▸ **TASK STATEMENT**
Take down each entry exactly as written.

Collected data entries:
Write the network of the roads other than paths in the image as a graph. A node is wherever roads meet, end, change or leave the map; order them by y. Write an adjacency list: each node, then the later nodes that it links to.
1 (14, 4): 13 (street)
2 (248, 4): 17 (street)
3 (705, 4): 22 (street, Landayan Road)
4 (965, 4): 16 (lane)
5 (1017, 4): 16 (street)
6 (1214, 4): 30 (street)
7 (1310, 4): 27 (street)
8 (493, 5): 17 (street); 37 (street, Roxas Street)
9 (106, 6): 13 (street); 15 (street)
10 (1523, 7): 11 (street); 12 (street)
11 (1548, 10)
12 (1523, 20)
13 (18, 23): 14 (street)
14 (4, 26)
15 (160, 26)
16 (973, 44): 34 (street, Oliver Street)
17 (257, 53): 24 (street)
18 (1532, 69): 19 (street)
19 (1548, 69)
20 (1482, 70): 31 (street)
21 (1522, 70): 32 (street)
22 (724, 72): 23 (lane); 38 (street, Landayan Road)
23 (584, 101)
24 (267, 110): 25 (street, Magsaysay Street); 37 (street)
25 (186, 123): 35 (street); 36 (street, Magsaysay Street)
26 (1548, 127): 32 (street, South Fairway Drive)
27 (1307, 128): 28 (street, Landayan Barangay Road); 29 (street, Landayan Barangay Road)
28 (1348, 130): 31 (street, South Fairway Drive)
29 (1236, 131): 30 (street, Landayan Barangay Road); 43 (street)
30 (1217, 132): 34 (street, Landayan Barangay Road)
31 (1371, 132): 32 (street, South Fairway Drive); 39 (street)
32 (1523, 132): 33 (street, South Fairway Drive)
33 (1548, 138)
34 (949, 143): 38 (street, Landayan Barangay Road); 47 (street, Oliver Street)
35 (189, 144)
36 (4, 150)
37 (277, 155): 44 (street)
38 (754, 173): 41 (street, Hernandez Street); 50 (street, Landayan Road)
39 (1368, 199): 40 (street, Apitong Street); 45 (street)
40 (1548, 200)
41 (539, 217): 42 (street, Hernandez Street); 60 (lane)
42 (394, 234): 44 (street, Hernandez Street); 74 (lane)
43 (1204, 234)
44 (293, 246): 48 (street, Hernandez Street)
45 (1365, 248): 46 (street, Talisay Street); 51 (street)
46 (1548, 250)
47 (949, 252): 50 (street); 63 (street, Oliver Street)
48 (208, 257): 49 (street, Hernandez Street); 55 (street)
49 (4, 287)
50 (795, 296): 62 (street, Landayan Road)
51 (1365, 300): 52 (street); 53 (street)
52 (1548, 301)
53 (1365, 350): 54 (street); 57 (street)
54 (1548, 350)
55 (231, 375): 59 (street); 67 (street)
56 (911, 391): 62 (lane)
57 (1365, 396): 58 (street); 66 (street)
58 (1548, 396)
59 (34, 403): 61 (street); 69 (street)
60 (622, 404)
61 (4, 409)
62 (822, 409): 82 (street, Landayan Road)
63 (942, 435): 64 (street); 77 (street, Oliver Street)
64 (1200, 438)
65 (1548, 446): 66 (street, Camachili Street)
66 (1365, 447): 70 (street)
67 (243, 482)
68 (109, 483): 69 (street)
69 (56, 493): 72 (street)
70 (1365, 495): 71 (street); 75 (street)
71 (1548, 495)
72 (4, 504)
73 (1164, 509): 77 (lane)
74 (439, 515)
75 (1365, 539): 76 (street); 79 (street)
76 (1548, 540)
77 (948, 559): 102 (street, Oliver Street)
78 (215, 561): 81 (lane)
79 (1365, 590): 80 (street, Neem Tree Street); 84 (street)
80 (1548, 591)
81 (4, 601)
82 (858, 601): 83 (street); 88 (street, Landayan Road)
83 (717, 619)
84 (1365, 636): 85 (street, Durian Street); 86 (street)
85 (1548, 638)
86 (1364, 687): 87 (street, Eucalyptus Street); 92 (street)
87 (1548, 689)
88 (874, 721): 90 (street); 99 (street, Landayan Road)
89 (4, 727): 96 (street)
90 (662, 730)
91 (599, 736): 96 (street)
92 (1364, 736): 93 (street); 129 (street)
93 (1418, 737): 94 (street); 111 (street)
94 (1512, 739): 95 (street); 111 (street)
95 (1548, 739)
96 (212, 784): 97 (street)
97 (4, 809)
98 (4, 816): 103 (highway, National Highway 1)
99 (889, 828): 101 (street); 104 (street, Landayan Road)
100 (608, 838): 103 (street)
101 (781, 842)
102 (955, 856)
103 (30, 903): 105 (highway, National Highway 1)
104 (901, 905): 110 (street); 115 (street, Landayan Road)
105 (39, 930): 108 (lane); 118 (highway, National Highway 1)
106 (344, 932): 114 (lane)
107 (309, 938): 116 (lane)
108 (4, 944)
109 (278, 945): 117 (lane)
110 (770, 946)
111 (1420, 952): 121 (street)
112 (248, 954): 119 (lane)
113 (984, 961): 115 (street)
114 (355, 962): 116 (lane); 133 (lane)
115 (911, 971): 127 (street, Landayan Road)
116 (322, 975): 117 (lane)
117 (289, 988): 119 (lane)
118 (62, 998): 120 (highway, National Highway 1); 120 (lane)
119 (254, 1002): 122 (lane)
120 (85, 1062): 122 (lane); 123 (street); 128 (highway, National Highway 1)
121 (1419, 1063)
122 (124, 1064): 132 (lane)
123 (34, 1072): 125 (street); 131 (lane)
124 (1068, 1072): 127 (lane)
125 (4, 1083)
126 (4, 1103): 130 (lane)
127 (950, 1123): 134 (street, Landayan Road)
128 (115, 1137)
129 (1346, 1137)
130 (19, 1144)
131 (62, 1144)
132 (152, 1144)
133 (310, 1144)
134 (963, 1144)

▸ **OUTPUT OF THE TASK**
Write the network of the roads other than paths in the image as a graph. A node is wherever roads meet, end, change or leave the map; order them by y. Write an adjacency list: each node, then the later nodes that it links to.
1 (14, 4): 13 (street)
2 (248, 4): 17 (street)
3 (705, 4): 22 (street, Landayan Road)
4 (965, 4): 16 (lane)
5 (1017, 4): 16 (street)
6 (1214, 4): 30 (street)
7 (1310, 4): 27 (street)
8 (493, 5): 17 (street); 37 (street, Roxas Street)
9 (106, 6): 13 (street); 15 (street)
10 (1523, 7): 11 (street); 12 (street)
11 (1548, 10)
12 (1523, 20)
13 (18, 23): 14 (street)
14 (4, 26)
15 (160, 26)
16 (973, 44): 34 (street, Oliver Street)
17 (257, 53): 24 (street)
18 (1532, 69): 19 (street)
19 (1548, 69)
20 (1482, 70): 31 (street)
21 (1522, 70): 32 (street)
22 (724, 72): 23 (lane); 38 (street, Landayan Road)
23 (584, 101)
24 (267, 110): 25 (street, Magsaysay Street); 37 (street)
25 (186, 123): 35 (street); 36 (street, Magsaysay Street)
26 (1548, 127): 32 (street, South Fairway Drive)
27 (1307, 128): 28 (street, Landayan Barangay Road); 29 (street, Landayan Barangay Road)
28 (1348, 130): 31 (street, South Fairway Drive)
29 (1236, 131): 30 (street, Landayan Barangay Road); 43 (street)
30 (1217, 132): 34 (street, Landayan Barangay Road)
31 (1371, 132): 32 (street, South Fairway Drive); 39 (street)
32 (1523, 132): 33 (street, South Fairway Drive)
33 (1548, 138)
34 (949, 143): 38 (street, Landayan Barangay Road); 47 (street, Oliver Street)
35 (189, 144)
36 (4, 150)
37 (277, 155): 44 (street)
38 (754, 173): 41 (street, Hernandez Street); 50 (street, Landayan Road)
39 (1368, 199): 40 (street, Apitong Street); 45 (street)
40 (1548, 200)
41 (539, 217): 42 (street, Hernandez Street); 60 (lane)
42 (394, 234): 44 (street, Hernandez Street); 74 (lane)
43 (1204, 234)
44 (293, 246): 48 (street, Hernandez Street)
45 (1365, 248): 46 (street, Talisay Street); 51 (street)
46 (1548, 250)
47 (949, 252): 50 (street); 63 (street, Oliver Street)
48 (208, 257): 49 (street, Hernandez Street); 55 (street)
49 (4, 287)
50 (795, 296): 62 (street, Landayan Road)
51 (1365, 300): 52 (street); 53 (street)
52 (1548, 301)
53 (1365, 350): 54 (street); 57 (street)
54 (1548, 350)
55 (231, 375): 59 (street); 67 (street)
56 (911, 391): 62 (lane)
57 (1365, 396): 58 (street); 66 (street)
58 (1548, 396)
59 (34, 403): 61 (street); 69 (street)
60 (622, 404)
61 (4, 409)
62 (822, 409): 82 (street, Landayan Road)
63 (942, 435): 64 (street); 77 (street, Oliver Street)
64 (1200, 438)
65 (1548, 446): 66 (street, Camachili Street)
66 (1365, 447): 70 (street)
67 (243, 482)
68 (109, 483): 69 (street)
69 (56, 493): 72 (street)
70 (1365, 495): 71 (street); 75 (street)
71 (1548, 495)
72 (4, 504)
73 (1164, 509): 77 (lane)
74 (439, 515)
75 (1365, 539): 76 (street); 79 (street)
76 (1548, 540)
77 (948, 559): 102 (street, Oliver Street)
78 (215, 561): 81 (lane)
79 (1365, 590): 80 (street, Neem Tree Street); 84 (street)
80 (1548, 591)
81 (4, 601)
82 (858, 601): 83 (street); 88 (street, Landayan Road)
83 (717, 619)
84 (1365, 636): 85 (street, Durian Street); 86 (street)
85 (1548, 638)
86 (1364, 687): 87 (street, Eucalyptus Street); 92 (street)
87 (1548, 689)
88 (874, 721): 90 (street); 99 (street, Landayan Road)
89 (4, 727): 96 (street)
90 (662, 730)
91 (599, 736): 96 (street)
92 (1364, 736): 93 (street); 129 (street)
93 (1418, 737): 94 (street); 111 (street)
94 (1512, 739): 95 (street); 111 (street)
95 (1548, 739)
96 (212, 784): 97 (street)
97 (4, 809)
98 (4, 816): 103 (highway, National Highway 1)
99 (889, 828): 101 (street); 104 (street, Landayan Road)
100 (608, 838): 103 (street)
101 (781, 842)
102 (955, 856)
103 (30, 903): 105 (highway, National Highway 1)
104 (901, 905): 110 (street); 115 (street, Landayan Road)
105 (39, 930): 108 (lane); 118 (highway, National Highway 1)
106 (344, 932): 114 (lane)
107 (309, 938): 116 (lane)
108 (4, 944)
109 (278, 945): 117 (lane)
110 (770, 946)
111 (1420, 952): 121 (street)
112 (248, 954): 119 (lane)
113 (984, 961): 115 (street)
114 (355, 962): 116 (lane); 133 (lane)
115 (911, 971): 127 (street, Landayan Road)
116 (322, 975): 117 (lane)
117 (289, 988): 119 (lane)
118 (62, 998): 120 (highway, National Highway 1); 120 (lane)
119 (254, 1002): 122 (lane)
120 (85, 1062): 122 (lane); 123 (street); 128 (highway, National Highway 1)
121 (1419, 1063)
122 (124, 1064): 132 (lane)
123 (34, 1072): 125 (street); 131 (lane)
124 (1068, 1072): 127 (lane)
125 (4, 1083)
126 (4, 1103): 130 (lane)
127 (950, 1123): 134 (street, Landayan Road)
128 (115, 1137)
129 (1346, 1137)
130 (19, 1144)
131 (62, 1144)
132 (152, 1144)
133 (310, 1144)
134 (963, 1144)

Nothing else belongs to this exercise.